In the year that I arrived Rostov-On-Don, the leadership of the Nigerian students Union planned to mark the Nigerian Independence day with a socio-cultural event, which they hoped would become the talk of the town for many months to come. Apparently this was going to be the first time in 3years that new Nigerian students were posted to Rostov and in such a large number! A total of 18 new students had arrived in two batches of 9 each. So there was need to organise a party that was not too flamboyant; which would give the authorities the wrong impression, yet prestigious enough to give the Nigerian population in Rostov a little bit of respect after their image had suffered a serious battering, which later resulted in 3 years of a strained relationship with the gorodsky soviet.

The story has it that the Nigerian students union did something unimaginably wrong; they had organised a peaceful demonstration along Engels street...the main street of the town, which passes through the city centre...carrying placards that were written in Russian and in English and demanding for one of their students to be released from jail.

The official story is that this incarcerated student, the then President of the Union, was a spekulant; somebody who engaged in the buying and selling trade.
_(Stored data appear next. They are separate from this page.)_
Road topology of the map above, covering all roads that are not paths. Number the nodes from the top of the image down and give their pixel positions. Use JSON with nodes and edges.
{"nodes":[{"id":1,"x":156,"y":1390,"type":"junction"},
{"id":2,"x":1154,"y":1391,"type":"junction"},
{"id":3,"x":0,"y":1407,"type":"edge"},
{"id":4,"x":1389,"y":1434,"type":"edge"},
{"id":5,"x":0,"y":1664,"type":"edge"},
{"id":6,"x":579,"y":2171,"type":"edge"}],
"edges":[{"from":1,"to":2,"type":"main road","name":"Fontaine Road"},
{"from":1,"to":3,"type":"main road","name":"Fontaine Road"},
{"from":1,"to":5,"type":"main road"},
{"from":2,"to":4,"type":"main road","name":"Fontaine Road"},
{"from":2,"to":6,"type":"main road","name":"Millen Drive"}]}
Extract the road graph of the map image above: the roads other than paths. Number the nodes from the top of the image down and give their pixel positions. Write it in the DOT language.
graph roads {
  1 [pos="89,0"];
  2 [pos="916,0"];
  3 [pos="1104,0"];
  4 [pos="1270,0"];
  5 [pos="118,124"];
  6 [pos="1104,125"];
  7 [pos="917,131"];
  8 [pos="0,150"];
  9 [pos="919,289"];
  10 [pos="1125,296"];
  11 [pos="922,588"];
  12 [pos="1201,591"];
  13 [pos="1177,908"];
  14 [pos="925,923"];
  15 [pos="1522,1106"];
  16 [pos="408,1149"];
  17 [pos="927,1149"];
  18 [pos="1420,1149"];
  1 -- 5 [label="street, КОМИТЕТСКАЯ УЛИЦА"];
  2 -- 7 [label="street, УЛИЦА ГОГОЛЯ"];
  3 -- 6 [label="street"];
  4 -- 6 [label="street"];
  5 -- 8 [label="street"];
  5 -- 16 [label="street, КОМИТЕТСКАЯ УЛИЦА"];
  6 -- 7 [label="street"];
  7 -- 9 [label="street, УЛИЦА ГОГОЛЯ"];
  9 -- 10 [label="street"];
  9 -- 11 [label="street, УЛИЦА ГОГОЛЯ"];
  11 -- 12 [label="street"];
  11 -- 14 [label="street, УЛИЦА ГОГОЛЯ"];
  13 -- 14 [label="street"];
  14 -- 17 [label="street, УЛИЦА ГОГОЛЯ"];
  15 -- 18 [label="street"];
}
The story goes that he had gotten so rich from this illegal activity to the point were the authorities started to take a keen interest in him. This lead to his being caught in the act of trying to sell some tovari, products, to an undercover agent. And since this was considered an act of economic sabotage, the punishment was an indefinite spell in a Soviet jail.

But another version, one that the students prefer to believe, is that the authorities were concerned that the Nigerian students Union was becoming too challenging and that the leadership was refusing to listen...something that certainly had to be discouraged, even among foriegners...so somebody had to be made a scapegoat and the best candidate happened to be the very outspoken president. And he got himself framed.

The outcome of all this is that the Nigerian population in Rostov-On-Don was drastically reduced from well over a hundred students to less than 30 by dispersing the leaders of that demonstration to other towns, such as Baku and Tashkent and then making sure that no new students were posted to Rostov until most of the older “corrupted” students had graduated. They also made sure that the subsequent leadership of the Student Unions were properly vetted.

So this was the Rostov in which we had arrived; a city that had not seen any new Nigerian students in the preceding 3years and where the older students were battling to redeem their reputation as law abiding students. This was a city where most of the foreign students, especially the Nigerians, were still under a lot of scrutiny.